(Exercise description) When the string "paths" is part of a line in the data below, report the whole line.

(Records for this task)
************
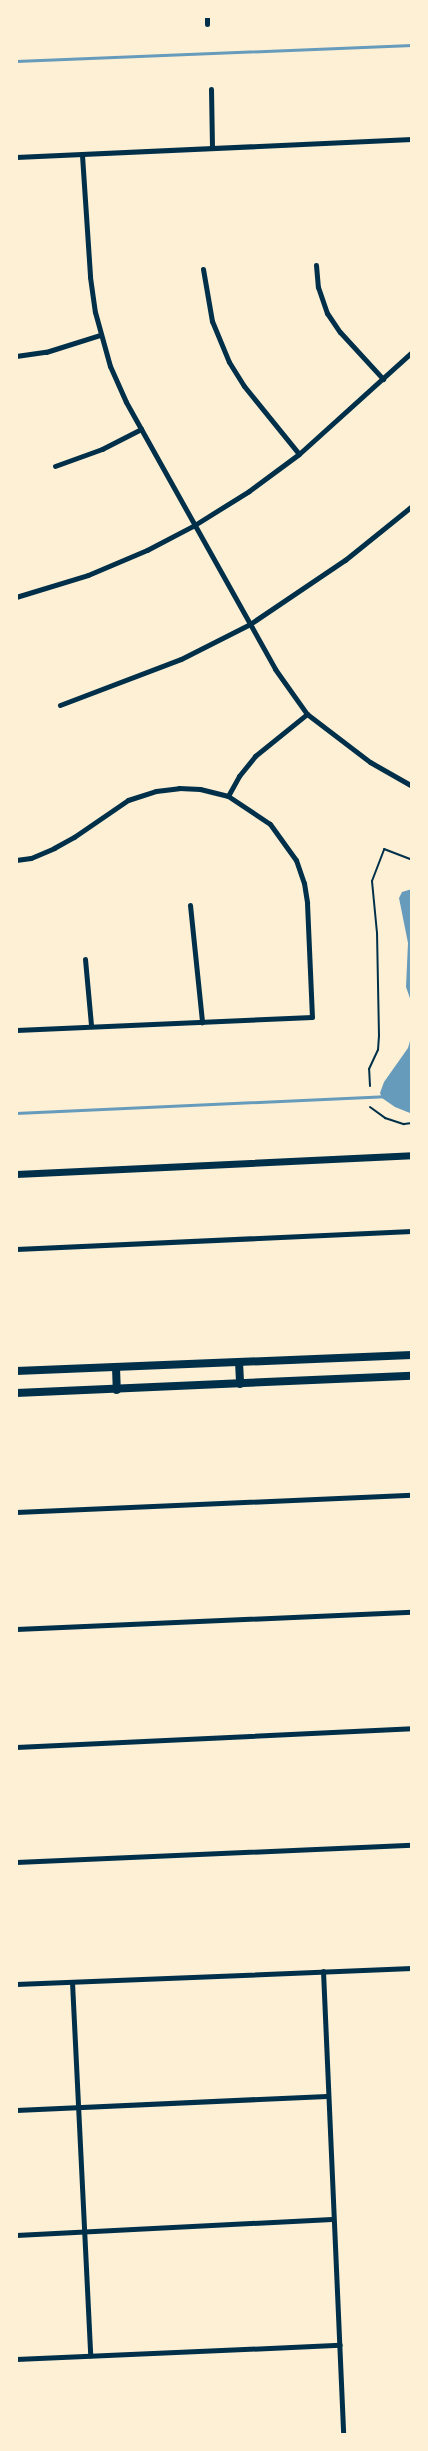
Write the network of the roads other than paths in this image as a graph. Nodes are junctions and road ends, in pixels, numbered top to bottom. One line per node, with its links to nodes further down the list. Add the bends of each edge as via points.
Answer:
************
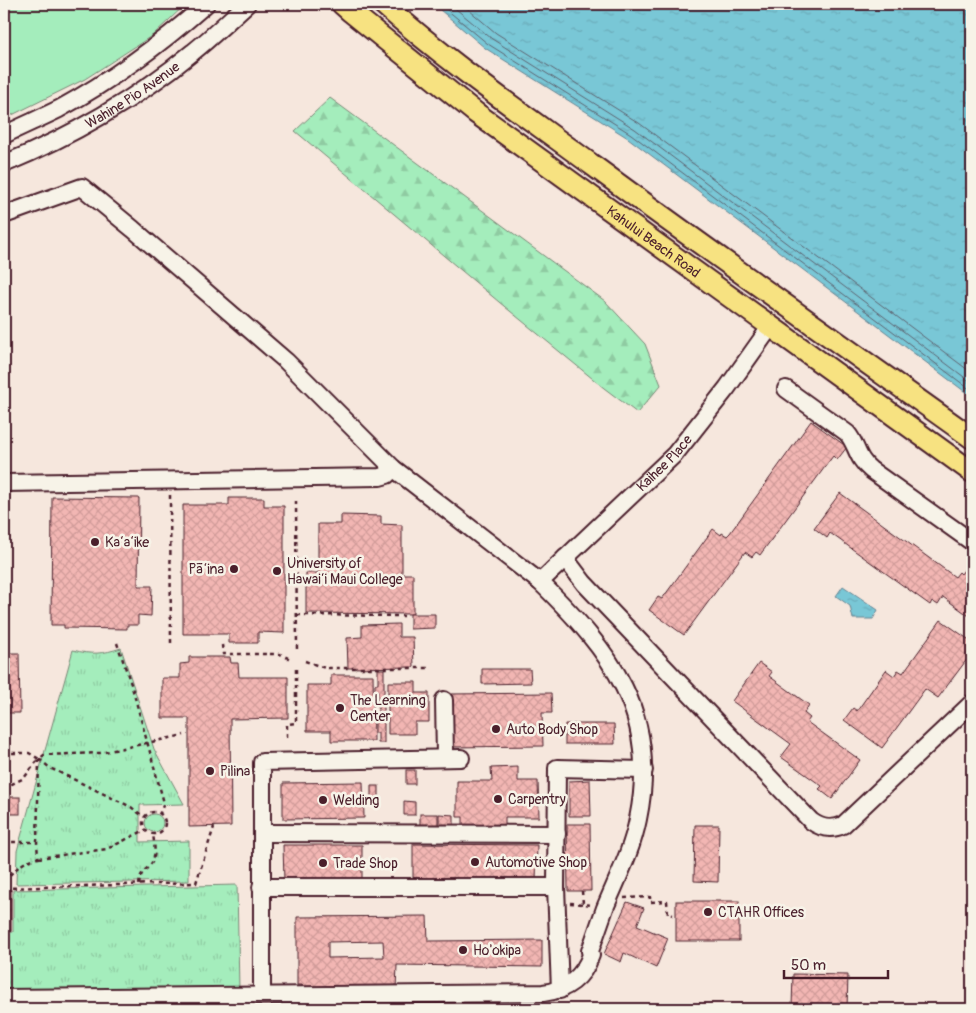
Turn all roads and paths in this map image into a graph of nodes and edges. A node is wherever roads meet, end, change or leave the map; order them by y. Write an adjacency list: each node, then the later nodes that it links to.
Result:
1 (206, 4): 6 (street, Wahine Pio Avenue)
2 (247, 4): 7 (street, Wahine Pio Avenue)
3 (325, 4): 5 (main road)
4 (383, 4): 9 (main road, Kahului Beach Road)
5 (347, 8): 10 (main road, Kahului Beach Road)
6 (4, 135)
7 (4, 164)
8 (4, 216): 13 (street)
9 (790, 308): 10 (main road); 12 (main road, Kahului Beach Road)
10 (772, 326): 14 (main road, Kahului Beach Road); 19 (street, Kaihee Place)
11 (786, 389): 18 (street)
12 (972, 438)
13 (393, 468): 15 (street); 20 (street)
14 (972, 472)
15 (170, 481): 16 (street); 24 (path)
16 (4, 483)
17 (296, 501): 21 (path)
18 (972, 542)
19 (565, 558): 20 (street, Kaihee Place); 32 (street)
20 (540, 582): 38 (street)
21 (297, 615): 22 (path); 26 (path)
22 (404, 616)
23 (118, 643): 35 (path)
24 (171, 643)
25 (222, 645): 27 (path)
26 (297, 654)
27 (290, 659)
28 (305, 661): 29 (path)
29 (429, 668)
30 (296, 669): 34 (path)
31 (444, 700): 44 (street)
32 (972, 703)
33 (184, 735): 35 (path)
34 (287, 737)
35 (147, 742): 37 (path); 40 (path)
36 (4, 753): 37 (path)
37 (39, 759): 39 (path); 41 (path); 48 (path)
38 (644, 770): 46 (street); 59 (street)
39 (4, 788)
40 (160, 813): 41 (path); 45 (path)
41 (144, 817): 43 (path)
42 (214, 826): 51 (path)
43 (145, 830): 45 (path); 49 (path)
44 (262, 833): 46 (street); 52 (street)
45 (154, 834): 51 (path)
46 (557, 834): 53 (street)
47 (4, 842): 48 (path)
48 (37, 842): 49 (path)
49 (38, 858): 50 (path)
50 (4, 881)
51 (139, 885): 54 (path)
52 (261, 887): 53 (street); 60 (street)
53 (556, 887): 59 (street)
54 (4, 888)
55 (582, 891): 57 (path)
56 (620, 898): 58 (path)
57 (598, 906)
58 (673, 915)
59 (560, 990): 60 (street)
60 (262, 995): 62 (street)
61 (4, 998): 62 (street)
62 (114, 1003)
************
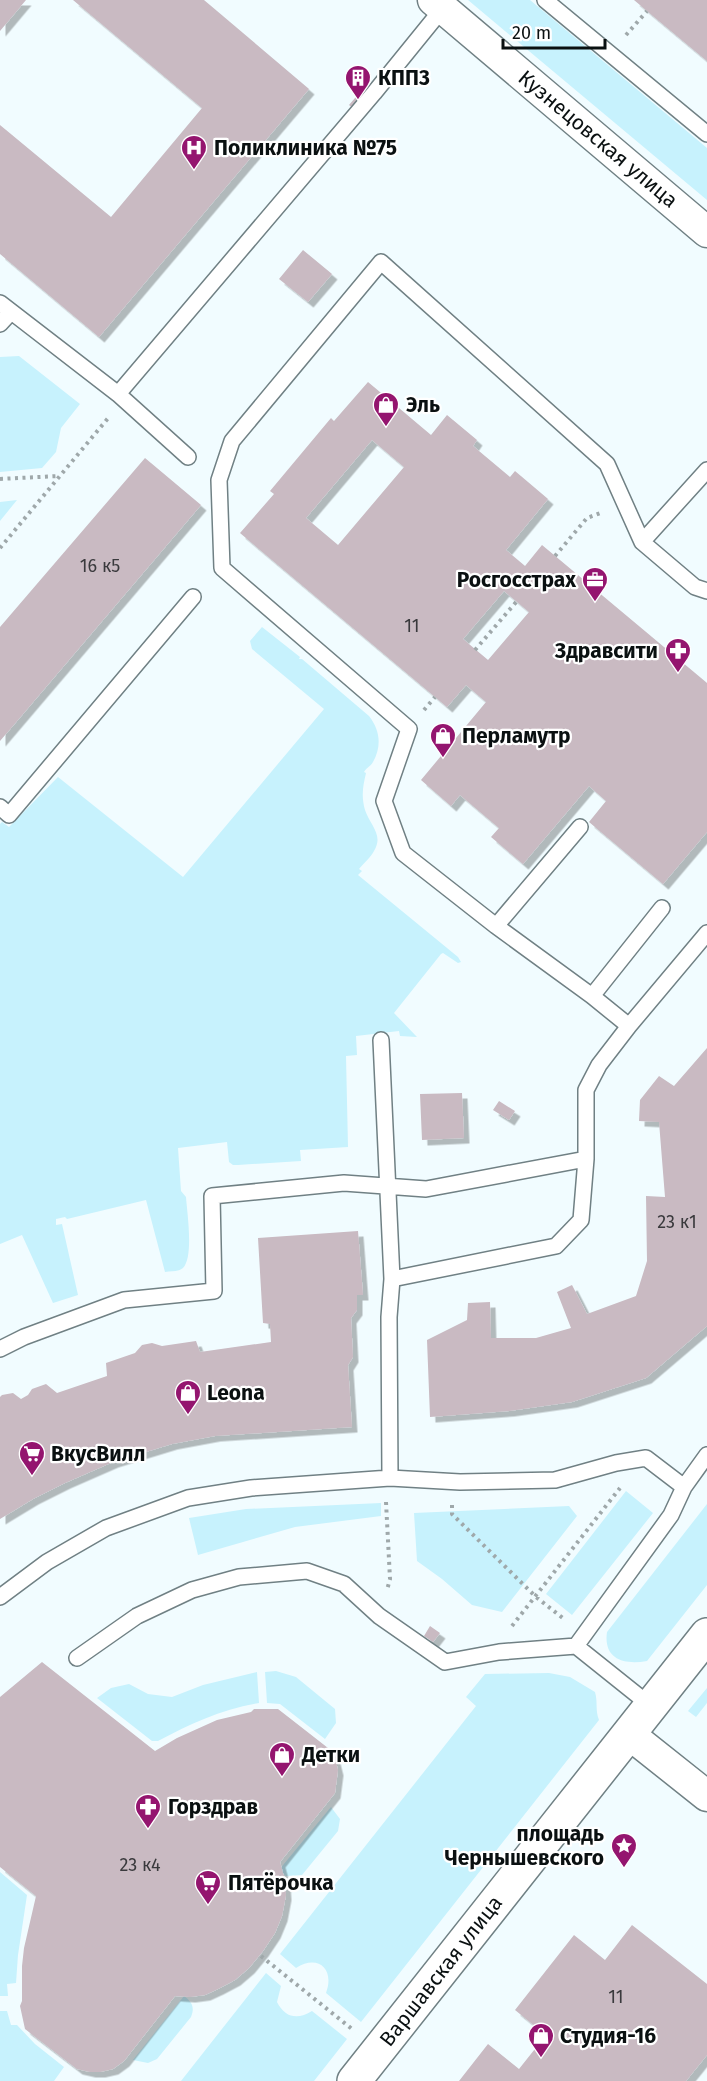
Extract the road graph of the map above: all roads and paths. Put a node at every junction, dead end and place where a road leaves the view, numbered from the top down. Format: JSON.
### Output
************
(Solution)
Write the network of the roads other than paths in this image as a graph. Nodes are junctions and road ends, in pixels, numbered top to bottom. One line per node, with its links to nodes further down the list. Add the bends of each edge as via points.
Turn all roads and paths in this map image into a graph of nodes and edges. A node is wherever roads meet, end, change or leave the map; order them by y. Write an adjacency list: each node, then the later nodes that it links to.
Extract the road graph of the map above: all roads and paths. Put a node at every junction, dead end and place where a road leaves the view, numbered from the top down. Format: JSON.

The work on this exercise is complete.